• THE DATA

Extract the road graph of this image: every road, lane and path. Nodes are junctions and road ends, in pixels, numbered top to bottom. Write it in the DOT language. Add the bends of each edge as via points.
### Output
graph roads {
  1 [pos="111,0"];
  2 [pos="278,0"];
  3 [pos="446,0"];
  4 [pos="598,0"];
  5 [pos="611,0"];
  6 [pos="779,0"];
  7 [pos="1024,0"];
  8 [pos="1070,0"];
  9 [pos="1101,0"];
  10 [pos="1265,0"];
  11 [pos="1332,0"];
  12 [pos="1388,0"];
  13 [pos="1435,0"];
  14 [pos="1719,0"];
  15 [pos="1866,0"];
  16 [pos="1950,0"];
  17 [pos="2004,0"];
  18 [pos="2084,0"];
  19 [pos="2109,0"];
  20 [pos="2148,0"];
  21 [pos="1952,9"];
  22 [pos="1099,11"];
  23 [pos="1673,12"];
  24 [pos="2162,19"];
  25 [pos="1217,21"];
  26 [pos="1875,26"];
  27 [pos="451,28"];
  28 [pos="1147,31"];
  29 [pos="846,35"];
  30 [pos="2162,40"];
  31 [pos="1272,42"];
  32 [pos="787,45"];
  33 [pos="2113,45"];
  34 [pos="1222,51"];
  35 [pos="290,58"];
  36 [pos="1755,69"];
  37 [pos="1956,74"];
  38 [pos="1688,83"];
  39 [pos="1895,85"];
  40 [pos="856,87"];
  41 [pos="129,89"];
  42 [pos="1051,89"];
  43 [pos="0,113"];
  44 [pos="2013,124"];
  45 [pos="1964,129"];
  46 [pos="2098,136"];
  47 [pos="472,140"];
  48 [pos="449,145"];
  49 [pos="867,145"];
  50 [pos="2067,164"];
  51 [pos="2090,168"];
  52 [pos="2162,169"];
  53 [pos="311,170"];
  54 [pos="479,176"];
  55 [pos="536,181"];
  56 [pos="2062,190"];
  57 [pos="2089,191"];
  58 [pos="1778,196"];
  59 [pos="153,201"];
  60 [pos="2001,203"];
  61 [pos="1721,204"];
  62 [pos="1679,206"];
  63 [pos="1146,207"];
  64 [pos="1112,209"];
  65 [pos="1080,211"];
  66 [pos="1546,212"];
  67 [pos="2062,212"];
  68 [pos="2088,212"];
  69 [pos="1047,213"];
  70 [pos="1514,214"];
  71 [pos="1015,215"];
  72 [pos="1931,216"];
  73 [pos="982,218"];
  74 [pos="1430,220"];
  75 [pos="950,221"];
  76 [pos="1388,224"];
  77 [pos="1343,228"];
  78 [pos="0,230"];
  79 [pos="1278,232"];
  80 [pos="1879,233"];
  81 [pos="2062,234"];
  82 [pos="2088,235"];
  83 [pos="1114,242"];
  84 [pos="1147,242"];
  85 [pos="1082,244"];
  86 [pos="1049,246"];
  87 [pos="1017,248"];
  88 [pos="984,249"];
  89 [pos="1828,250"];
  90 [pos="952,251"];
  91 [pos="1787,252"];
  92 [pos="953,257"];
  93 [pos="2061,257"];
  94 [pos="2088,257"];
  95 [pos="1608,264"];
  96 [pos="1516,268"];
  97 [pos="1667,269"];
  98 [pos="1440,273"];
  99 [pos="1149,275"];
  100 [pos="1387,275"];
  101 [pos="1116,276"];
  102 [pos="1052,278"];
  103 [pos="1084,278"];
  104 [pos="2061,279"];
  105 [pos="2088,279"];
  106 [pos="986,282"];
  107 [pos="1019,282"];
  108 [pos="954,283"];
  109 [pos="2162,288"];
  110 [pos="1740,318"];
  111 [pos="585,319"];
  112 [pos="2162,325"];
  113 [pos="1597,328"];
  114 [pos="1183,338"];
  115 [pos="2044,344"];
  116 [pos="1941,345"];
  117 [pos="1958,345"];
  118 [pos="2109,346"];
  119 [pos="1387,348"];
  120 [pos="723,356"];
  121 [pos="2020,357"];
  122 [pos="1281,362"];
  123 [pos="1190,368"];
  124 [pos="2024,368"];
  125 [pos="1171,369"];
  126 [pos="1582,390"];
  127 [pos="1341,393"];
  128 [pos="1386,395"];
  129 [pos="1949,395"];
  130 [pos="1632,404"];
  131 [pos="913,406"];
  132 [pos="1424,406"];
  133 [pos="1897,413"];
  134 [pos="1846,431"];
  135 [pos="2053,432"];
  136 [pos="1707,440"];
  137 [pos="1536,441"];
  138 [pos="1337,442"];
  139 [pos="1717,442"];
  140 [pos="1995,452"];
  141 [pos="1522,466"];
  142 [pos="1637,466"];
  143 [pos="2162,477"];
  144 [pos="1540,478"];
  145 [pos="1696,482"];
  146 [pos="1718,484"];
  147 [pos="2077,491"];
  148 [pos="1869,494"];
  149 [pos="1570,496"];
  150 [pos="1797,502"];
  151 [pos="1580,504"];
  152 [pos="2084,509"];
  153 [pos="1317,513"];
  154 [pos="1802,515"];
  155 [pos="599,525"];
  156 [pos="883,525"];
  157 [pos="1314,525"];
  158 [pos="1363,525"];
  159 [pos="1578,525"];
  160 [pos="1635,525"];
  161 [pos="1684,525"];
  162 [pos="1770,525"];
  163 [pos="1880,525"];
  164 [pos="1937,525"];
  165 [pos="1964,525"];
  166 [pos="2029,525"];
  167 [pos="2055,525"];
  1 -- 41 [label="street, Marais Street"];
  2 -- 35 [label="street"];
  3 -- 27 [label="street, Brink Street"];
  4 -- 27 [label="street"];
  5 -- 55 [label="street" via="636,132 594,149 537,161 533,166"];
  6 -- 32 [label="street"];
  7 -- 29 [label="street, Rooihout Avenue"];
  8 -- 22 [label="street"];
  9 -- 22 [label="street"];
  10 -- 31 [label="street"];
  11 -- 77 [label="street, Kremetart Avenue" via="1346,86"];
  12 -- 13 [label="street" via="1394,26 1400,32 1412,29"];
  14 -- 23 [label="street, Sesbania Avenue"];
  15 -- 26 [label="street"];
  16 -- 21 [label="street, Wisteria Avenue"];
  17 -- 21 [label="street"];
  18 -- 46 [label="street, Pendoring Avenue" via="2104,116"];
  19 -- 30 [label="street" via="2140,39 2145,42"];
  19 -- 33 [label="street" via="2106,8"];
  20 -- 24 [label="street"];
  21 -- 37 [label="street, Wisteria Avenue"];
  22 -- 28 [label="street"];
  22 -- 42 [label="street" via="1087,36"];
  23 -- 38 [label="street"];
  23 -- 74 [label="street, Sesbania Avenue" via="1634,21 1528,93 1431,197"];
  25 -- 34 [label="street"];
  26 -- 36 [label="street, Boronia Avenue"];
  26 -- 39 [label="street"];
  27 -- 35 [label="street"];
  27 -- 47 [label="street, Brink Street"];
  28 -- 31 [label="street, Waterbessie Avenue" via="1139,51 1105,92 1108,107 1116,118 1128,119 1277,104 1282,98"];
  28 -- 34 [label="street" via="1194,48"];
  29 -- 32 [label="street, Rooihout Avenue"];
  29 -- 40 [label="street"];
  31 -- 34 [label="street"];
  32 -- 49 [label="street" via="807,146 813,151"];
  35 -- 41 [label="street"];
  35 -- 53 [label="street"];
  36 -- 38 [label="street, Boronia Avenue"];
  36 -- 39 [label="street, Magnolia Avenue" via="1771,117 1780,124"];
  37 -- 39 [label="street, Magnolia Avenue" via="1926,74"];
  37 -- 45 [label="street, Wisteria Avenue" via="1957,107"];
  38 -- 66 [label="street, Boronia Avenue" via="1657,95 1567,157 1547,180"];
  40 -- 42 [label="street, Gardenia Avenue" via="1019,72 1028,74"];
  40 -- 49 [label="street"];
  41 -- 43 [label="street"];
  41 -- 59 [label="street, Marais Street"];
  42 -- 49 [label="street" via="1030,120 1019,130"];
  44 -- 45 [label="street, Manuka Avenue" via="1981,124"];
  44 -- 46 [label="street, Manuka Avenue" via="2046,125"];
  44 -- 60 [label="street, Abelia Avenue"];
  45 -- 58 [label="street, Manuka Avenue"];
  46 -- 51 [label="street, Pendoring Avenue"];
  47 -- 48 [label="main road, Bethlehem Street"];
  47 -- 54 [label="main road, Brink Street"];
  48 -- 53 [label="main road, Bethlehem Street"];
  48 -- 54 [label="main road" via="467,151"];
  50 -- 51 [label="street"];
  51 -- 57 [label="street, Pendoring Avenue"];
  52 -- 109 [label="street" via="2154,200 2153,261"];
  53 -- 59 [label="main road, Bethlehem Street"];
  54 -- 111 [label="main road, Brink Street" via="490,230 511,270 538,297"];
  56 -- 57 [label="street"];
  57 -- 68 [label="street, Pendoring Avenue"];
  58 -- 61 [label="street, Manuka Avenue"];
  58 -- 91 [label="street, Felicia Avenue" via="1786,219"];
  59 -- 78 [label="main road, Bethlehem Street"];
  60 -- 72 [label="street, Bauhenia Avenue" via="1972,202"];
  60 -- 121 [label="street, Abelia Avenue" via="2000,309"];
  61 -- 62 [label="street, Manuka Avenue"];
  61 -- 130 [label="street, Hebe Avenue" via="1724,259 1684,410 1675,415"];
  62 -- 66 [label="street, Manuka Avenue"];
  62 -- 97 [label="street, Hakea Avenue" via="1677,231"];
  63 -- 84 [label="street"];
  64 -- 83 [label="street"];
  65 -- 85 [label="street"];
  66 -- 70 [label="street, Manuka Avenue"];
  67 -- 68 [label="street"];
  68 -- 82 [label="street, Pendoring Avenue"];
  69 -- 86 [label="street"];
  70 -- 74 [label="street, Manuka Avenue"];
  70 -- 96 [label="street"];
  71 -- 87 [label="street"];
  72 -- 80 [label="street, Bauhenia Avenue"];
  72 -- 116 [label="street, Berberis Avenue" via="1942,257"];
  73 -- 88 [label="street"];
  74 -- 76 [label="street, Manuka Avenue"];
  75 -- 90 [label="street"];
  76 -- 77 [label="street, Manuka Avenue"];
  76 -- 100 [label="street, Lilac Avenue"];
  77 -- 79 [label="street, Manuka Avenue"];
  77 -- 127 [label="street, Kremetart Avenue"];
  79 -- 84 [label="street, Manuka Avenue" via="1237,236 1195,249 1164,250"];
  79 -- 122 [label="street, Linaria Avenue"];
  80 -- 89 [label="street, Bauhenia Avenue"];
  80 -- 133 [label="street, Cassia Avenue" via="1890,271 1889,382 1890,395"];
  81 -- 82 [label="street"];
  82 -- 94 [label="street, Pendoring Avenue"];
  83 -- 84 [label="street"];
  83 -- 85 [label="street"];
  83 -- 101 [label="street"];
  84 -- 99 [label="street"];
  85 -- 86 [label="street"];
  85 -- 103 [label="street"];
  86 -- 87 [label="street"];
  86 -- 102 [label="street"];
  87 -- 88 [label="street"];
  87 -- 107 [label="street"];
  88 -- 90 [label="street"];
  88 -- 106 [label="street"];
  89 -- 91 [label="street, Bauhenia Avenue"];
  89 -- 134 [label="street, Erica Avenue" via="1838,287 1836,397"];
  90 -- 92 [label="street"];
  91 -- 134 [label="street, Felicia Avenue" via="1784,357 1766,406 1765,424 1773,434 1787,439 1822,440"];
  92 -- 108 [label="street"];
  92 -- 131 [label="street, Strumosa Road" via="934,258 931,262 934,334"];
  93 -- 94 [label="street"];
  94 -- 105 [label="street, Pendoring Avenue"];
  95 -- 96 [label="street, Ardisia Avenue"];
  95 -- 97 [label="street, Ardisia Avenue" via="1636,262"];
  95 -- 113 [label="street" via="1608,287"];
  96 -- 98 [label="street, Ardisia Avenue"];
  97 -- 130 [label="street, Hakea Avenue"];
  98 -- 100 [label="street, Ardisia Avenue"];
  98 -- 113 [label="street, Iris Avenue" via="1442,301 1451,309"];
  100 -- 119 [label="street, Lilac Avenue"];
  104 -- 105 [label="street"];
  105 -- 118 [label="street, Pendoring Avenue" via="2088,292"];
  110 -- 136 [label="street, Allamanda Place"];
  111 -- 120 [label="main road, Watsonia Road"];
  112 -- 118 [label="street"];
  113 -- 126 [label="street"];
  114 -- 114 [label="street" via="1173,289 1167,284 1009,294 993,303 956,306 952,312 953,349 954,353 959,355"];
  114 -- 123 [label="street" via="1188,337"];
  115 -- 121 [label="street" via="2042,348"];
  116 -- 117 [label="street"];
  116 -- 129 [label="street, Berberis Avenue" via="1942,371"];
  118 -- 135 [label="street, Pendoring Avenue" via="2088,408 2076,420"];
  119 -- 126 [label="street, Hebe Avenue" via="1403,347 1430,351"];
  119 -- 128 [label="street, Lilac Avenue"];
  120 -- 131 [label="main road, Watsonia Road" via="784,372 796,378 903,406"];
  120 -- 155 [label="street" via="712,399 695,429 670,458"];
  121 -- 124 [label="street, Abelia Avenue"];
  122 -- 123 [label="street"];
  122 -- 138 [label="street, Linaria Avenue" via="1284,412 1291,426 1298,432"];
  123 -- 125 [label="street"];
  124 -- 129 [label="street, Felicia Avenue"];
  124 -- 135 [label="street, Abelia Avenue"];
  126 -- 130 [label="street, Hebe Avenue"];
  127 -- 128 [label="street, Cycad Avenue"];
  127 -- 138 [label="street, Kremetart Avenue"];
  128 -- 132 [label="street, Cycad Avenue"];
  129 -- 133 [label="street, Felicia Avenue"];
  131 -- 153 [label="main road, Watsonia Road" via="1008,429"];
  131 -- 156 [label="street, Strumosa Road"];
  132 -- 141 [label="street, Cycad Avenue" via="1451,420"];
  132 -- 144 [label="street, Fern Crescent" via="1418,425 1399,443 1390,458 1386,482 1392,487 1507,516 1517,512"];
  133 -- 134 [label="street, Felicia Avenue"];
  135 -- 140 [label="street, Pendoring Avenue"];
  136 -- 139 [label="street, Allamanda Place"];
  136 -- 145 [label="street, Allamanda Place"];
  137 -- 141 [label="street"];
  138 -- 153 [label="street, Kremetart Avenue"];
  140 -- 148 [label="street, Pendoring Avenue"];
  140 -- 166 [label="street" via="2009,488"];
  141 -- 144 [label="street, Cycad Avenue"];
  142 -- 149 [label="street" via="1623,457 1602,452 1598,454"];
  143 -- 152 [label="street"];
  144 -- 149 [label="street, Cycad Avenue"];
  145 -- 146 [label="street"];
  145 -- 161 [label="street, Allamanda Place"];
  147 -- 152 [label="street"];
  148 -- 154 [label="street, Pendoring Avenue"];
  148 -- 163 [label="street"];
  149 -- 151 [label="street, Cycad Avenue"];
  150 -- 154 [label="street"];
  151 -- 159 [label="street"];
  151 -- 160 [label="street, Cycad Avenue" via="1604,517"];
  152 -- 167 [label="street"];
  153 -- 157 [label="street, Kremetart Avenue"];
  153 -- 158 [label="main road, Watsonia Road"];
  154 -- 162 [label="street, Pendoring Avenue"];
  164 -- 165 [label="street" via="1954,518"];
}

• EXERCISE REQUIREMENTS
Count every line of the data in which the word "Place" appears, and report only the total.

• OUTPUT OF THE EXERCISE
4